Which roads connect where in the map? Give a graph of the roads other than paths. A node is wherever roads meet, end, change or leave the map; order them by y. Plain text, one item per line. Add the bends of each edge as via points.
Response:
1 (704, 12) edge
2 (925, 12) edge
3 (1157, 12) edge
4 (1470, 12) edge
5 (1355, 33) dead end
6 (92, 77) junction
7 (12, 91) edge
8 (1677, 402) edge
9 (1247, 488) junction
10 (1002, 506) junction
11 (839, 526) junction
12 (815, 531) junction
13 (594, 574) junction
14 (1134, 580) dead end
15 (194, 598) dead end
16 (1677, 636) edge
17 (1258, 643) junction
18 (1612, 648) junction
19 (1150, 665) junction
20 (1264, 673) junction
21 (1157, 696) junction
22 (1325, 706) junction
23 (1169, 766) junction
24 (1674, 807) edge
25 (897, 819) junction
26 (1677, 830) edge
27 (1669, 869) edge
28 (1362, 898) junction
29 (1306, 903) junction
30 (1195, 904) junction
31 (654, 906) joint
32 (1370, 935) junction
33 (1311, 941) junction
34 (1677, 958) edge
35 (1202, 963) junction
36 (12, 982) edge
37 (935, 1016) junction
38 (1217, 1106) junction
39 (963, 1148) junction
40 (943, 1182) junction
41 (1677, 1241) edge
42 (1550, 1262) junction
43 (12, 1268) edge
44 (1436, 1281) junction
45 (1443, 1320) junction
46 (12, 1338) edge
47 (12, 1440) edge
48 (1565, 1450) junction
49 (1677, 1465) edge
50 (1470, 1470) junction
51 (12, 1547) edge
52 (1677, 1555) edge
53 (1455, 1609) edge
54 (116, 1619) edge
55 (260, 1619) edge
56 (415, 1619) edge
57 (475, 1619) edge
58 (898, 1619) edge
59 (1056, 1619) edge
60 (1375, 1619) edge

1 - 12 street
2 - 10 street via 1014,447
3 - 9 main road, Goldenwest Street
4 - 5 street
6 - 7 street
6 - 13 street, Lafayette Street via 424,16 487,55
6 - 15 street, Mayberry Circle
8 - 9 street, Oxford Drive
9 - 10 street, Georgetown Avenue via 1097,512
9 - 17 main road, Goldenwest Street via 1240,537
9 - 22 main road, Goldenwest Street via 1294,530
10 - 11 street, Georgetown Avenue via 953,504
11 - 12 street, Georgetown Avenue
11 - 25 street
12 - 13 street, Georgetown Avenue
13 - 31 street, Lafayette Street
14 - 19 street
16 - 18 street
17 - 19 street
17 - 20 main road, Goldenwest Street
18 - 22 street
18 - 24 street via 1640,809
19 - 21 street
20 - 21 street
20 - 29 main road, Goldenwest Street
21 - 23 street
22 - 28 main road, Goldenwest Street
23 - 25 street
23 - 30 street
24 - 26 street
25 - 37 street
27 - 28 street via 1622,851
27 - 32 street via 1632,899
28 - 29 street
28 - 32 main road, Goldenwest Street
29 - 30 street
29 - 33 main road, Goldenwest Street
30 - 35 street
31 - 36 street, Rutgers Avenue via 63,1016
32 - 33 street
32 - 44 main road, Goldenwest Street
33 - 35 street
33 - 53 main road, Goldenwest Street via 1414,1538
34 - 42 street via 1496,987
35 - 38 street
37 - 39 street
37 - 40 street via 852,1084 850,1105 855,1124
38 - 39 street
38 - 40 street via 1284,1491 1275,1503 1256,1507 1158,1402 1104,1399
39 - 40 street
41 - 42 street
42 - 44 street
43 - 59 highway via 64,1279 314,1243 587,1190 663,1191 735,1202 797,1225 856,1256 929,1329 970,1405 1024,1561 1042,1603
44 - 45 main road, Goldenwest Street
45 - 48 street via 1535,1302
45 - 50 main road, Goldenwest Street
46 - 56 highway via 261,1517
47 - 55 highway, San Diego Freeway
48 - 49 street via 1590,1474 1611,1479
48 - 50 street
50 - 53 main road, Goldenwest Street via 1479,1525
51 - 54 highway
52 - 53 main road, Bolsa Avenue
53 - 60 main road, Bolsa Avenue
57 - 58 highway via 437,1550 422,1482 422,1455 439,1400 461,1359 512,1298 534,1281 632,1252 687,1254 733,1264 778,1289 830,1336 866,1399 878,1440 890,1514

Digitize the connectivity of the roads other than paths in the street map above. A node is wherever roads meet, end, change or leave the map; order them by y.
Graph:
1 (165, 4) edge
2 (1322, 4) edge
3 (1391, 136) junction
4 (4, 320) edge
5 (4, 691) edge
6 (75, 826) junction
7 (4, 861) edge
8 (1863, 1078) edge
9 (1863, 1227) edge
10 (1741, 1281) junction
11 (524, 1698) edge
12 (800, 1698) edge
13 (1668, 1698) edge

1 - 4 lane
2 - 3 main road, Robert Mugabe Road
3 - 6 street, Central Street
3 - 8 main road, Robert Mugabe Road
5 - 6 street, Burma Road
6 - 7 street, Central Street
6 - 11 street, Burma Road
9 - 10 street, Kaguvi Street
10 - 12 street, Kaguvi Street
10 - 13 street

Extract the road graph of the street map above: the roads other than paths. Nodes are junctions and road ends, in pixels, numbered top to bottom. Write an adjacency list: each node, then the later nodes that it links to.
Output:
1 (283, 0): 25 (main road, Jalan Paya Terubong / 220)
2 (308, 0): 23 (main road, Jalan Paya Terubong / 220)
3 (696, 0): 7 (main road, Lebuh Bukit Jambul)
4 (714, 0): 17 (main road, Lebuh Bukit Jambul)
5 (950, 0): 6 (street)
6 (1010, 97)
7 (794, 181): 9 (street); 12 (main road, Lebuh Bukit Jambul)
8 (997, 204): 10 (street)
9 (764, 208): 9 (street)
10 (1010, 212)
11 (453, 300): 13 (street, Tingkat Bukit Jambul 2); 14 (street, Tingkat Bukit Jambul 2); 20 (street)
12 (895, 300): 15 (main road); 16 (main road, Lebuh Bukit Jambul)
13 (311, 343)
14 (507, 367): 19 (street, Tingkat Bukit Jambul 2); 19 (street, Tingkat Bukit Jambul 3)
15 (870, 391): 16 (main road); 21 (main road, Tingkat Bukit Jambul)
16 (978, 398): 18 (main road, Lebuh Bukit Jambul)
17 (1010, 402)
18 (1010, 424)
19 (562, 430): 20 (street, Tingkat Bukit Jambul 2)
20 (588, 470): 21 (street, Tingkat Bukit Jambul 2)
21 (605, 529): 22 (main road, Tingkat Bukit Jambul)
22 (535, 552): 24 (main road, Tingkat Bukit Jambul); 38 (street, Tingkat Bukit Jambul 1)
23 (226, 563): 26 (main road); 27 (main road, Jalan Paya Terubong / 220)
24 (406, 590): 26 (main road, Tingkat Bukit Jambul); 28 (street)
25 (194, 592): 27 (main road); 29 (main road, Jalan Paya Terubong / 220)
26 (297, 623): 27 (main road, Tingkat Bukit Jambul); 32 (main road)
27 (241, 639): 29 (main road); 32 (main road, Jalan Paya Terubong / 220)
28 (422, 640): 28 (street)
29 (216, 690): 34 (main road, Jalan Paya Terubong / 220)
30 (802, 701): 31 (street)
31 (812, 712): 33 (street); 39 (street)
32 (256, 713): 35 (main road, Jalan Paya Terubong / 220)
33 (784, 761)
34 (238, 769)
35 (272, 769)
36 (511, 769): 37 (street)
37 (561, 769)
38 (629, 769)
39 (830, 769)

============================================================

(Exercise instructions): Retype the records that precede this task, keeping them exactly the same.

(Answer):
Which roads connect where in the map? Give a graph of the roads other than paths. A node is wherever roads meet, end, change or leave the map; order them by y. Plain text, one item per line. Add the bends of each edge as via points.
Response:
1 (704, 12) edge
2 (925, 12) edge
3 (1157, 12) edge
4 (1470, 12) edge
5 (1355, 33) dead end
6 (92, 77) junction
7 (12, 91) edge
8 (1677, 402) edge
9 (1247, 488) junction
10 (1002, 506) junction
11 (839, 526) junction
12 (815, 531) junction
13 (594, 574) junction
14 (1134, 580) dead end
15 (194, 598) dead end
16 (1677, 636) edge
17 (1258, 643) junction
18 (1612, 648) junction
19 (1150, 665) junction
20 (1264, 673) junction
21 (1157, 696) junction
22 (1325, 706) junction
23 (1169, 766) junction
24 (1674, 807) edge
25 (897, 819) junction
26 (1677, 830) edge
27 (1669, 869) edge
28 (1362, 898) junction
29 (1306, 903) junction
30 (1195, 904) junction
31 (654, 906) joint
32 (1370, 935) junction
33 (1311, 941) junction
34 (1677, 958) edge
35 (1202, 963) junction
36 (12, 982) edge
37 (935, 1016) junction
38 (1217, 1106) junction
39 (963, 1148) junction
40 (943, 1182) junction
41 (1677, 1241) edge
42 (1550, 1262) junction
43 (12, 1268) edge
44 (1436, 1281) junction
45 (1443, 1320) junction
46 (12, 1338) edge
47 (12, 1440) edge
48 (1565, 1450) junction
49 (1677, 1465) edge
50 (1470, 1470) junction
51 (12, 1547) edge
52 (1677, 1555) edge
53 (1455, 1609) edge
54 (116, 1619) edge
55 (260, 1619) edge
56 (415, 1619) edge
57 (475, 1619) edge
58 (898, 1619) edge
59 (1056, 1619) edge
60 (1375, 1619) edge

1 - 12 street
2 - 10 street via 1014,447
3 - 9 main road, Goldenwest Street
4 - 5 street
6 - 7 street
6 - 13 street, Lafayette Street via 424,16 487,55
6 - 15 street, Mayberry Circle
8 - 9 street, Oxford Drive
9 - 10 street, Georgetown Avenue via 1097,512
9 - 17 main road, Goldenwest Street via 1240,537
9 - 22 main road, Goldenwest Street via 1294,530
10 - 11 street, Georgetown Avenue via 953,504
11 - 12 street, Georgetown Avenue
11 - 25 street
12 - 13 street, Georgetown Avenue
13 - 31 street, Lafayette Street
14 - 19 street
16 - 18 street
17 - 19 street
17 - 20 main road, Goldenwest Street
18 - 22 street
18 - 24 street via 1640,809
19 - 21 street
20 - 21 street
20 - 29 main road, Goldenwest Street
21 - 23 street
22 - 28 main road, Goldenwest Street
23 - 25 street
23 - 30 street
24 - 26 street
25 - 37 street
27 - 28 street via 1622,851
27 - 32 street via 1632,899
28 - 29 street
28 - 32 main road, Goldenwest Street
29 - 30 street
29 - 33 main road, Goldenwest Street
30 - 35 street
31 - 36 street, Rutgers Avenue via 63,1016
32 - 33 street
32 - 44 main road, Goldenwest Street
33 - 35 street
33 - 53 main road, Goldenwest Street via 1414,1538
34 - 42 street via 1496,987
35 - 38 street
37 - 39 street
37 - 40 street via 852,1084 850,1105 855,1124
38 - 39 street
38 - 40 street via 1284,1491 1275,1503 1256,1507 1158,1402 1104,1399
39 - 40 street
41 - 42 street
42 - 44 street
43 - 59 highway via 64,1279 314,1243 587,1190 663,1191 735,1202 797,1225 856,1256 929,1329 970,1405 1024,1561 1042,1603
44 - 45 main road, Goldenwest Street
45 - 48 street via 1535,1302
45 - 50 main road, Goldenwest Street
46 - 56 highway via 261,1517
47 - 55 highway, San Diego Freeway
48 - 49 street via 1590,1474 1611,1479
48 - 50 street
50 - 53 main road, Goldenwest Street via 1479,1525
51 - 54 highway
52 - 53 main road, Bolsa Avenue
53 - 60 main road, Bolsa Avenue
57 - 58 highway via 437,1550 422,1482 422,1455 439,1400 461,1359 512,1298 534,1281 632,1252 687,1254 733,1264 778,1289 830,1336 866,1399 878,1440 890,1514

Digitize the connectivity of the roads other than paths in the street map above. A node is wherever roads meet, end, change or leave the map; order them by y.
Graph:
1 (165, 4) edge
2 (1322, 4) edge
3 (1391, 136) junction
4 (4, 320) edge
5 (4, 691) edge
6 (75, 826) junction
7 (4, 861) edge
8 (1863, 1078) edge
9 (1863, 1227) edge
10 (1741, 1281) junction
11 (524, 1698) edge
12 (800, 1698) edge
13 (1668, 1698) edge

1 - 4 lane
2 - 3 main road, Robert Mugabe Road
3 - 6 street, Central Street
3 - 8 main road, Robert Mugabe Road
5 - 6 street, Burma Road
6 - 7 street, Central Street
6 - 11 street, Burma Road
9 - 10 street, Kaguvi Street
10 - 12 street, Kaguvi Street
10 - 13 street

Extract the road graph of the street map above: the roads other than paths. Nodes are junctions and road ends, in pixels, numbered top to bottom. Write an adjacency list: each node, then the later nodes that it links to.
Output:
1 (283, 0): 25 (main road, Jalan Paya Terubong / 220)
2 (308, 0): 23 (main road, Jalan Paya Terubong / 220)
3 (696, 0): 7 (main road, Lebuh Bukit Jambul)
4 (714, 0): 17 (main road, Lebuh Bukit Jambul)
5 (950, 0): 6 (street)
6 (1010, 97)
7 (794, 181): 9 (street); 12 (main road, Lebuh Bukit Jambul)
8 (997, 204): 10 (street)
9 (764, 208): 9 (street)
10 (1010, 212)
11 (453, 300): 13 (street, Tingkat Bukit Jambul 2); 14 (street, Tingkat Bukit Jambul 2); 20 (street)
12 (895, 300): 15 (main road); 16 (main road, Lebuh Bukit Jambul)
13 (311, 343)
14 (507, 367): 19 (street, Tingkat Bukit Jambul 2); 19 (street, Tingkat Bukit Jambul 3)
15 (870, 391): 16 (main road); 21 (main road, Tingkat Bukit Jambul)
16 (978, 398): 18 (main road, Lebuh Bukit Jambul)
17 (1010, 402)
18 (1010, 424)
19 (562, 430): 20 (street, Tingkat Bukit Jambul 2)
20 (588, 470): 21 (street, Tingkat Bukit Jambul 2)
21 (605, 529): 22 (main road, Tingkat Bukit Jambul)
22 (535, 552): 24 (main road, Tingkat Bukit Jambul); 38 (street, Tingkat Bukit Jambul 1)
23 (226, 563): 26 (main road); 27 (main road, Jalan Paya Terubong / 220)
24 (406, 590): 26 (main road, Tingkat Bukit Jambul); 28 (street)
25 (194, 592): 27 (main road); 29 (main road, Jalan Paya Terubong / 220)
26 (297, 623): 27 (main road, Tingkat Bukit Jambul); 32 (main road)
27 (241, 639): 29 (main road); 32 (main road, Jalan Paya Terubong / 220)
28 (422, 640): 28 (street)
29 (216, 690): 34 (main road, Jalan Paya Terubong / 220)
30 (802, 701): 31 (street)
31 (812, 712): 33 (street); 39 (street)
32 (256, 713): 35 (main road, Jalan Paya Terubong / 220)
33 (784, 761)
34 (238, 769)
35 (272, 769)
36 (511, 769): 37 (street)
37 (561, 769)
38 (629, 769)
39 (830, 769)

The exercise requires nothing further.